In an effort to suspend certain passage of legislation that would have placed a moratorium on facility closures, the Governor agreed with the Senate and the Assembly to a number of conditions including the formation of a workgroup with union representatives to put together a long term plan on how we will provide mental health and developmental disability services in the future. Although PEF did appoint representatives who served on the Regional Center of Excellence Committees, to date, PEF has not been asked to participate in any other work groups since the Regional Centers of Excellence Committees were disbanded.
And again thanks to your leadership, Sen. Carlucci and your colleagues, requiring a detailed plan for the savings from the closing of inpatient psychiatric facilities be reinvested into community based mental health care services prior to the commencement of the closing of these facilities is absolutely crucial to ensure not only that the necessary care is provided but is also provided by experts. This is crucial because the inpatient mental health care facility closures have historically led to a deplorable lack of mental health care services. Homelessness, suicides, crimes and incarceration of the mentally ill resulted. In addition, too many individuals with mental illness, having no place to go, fall victim to violent crimes and many are unable to manage chronic health illnesses such as asthma and diabetes which results in unnecessary hospitalizations.
As I mentioned, recently OMH has delivered additional funding for community-based mental health care services throughout the State. As we continue to review these reinvestments it is important to determine which, if any, of these services can deliver the necessary care and supports that patients would otherwise need to receive as they transition from the psychiatric facilities to the community.
We must be a major stakeholder in the process moving forward. We have the experience and expertise in the delivery of mental health care services that must be included in any plan. Our members know their patients, mental illness and best practices in various settings and are always developing informed and creative methods in providing quality care to our patients. While there have been indications that PEF members and other public employees will eventually be shifted to community-based treatment services along with the patients, no details of this process have not yet been provided.
We stand by our earlier statements that closing inpatient psychiatric facilities will result in a multitude of problems for patients and have a negative economic effect on the communities these facilities serve. We fear dangerous patients will fall through the cracks, many of whom will become victims of violence, while others will harm someone else.
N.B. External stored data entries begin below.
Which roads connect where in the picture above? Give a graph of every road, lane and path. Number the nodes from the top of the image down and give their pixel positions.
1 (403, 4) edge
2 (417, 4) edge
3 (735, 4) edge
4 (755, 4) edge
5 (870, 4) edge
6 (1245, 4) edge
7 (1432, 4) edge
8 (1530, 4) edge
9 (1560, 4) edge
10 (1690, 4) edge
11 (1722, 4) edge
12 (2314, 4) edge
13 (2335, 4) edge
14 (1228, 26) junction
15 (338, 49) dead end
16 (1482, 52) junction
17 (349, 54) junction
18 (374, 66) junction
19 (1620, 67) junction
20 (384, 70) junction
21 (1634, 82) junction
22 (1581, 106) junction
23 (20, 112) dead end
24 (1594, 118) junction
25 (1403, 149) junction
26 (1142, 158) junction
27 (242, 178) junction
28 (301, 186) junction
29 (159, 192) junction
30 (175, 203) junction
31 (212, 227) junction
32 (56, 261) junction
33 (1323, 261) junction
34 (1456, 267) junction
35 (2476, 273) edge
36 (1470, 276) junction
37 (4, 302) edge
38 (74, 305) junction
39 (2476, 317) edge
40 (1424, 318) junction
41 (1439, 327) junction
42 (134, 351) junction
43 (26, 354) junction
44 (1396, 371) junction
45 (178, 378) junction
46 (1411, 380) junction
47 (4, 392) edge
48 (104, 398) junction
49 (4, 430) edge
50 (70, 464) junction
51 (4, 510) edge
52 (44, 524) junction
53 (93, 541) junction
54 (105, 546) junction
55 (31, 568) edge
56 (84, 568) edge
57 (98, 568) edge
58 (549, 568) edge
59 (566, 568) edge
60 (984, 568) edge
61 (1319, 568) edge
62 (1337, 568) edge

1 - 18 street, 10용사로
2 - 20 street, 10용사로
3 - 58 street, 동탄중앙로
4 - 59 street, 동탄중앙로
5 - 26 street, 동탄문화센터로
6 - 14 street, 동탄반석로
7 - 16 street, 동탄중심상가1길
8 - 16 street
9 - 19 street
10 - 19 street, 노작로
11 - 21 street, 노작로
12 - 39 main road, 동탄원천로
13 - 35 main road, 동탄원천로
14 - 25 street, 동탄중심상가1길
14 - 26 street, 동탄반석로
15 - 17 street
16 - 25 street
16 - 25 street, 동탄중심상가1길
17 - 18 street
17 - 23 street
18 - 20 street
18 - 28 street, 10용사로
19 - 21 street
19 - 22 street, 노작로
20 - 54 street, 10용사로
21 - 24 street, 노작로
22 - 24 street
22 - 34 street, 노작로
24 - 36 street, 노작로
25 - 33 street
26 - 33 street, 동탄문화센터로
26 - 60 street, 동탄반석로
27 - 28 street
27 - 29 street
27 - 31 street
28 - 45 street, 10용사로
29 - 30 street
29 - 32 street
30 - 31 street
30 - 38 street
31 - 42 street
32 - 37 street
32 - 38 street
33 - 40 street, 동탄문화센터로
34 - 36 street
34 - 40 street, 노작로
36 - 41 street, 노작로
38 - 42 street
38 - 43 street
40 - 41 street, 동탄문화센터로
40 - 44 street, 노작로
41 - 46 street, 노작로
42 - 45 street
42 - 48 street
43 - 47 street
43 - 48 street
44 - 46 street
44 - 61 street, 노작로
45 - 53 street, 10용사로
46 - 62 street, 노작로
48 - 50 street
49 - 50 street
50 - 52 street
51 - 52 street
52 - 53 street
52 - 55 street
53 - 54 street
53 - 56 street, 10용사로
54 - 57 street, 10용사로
With so many mentally ill individuals in jail and prison, we remain worried that New York will follow a similar path witnessed in other states that closed too many state psychiatric inpatient facilities, as reported in the Treatment Advocacy Center report released last April.
PEF represents nearly 7,000 OMH employees. They are invested in their communities and possess the clinical expertise that provides an important piece of the safety net for New York’s most vulnerable citizens. Please help us to ensure that these critical services for the mentally ill are maintained.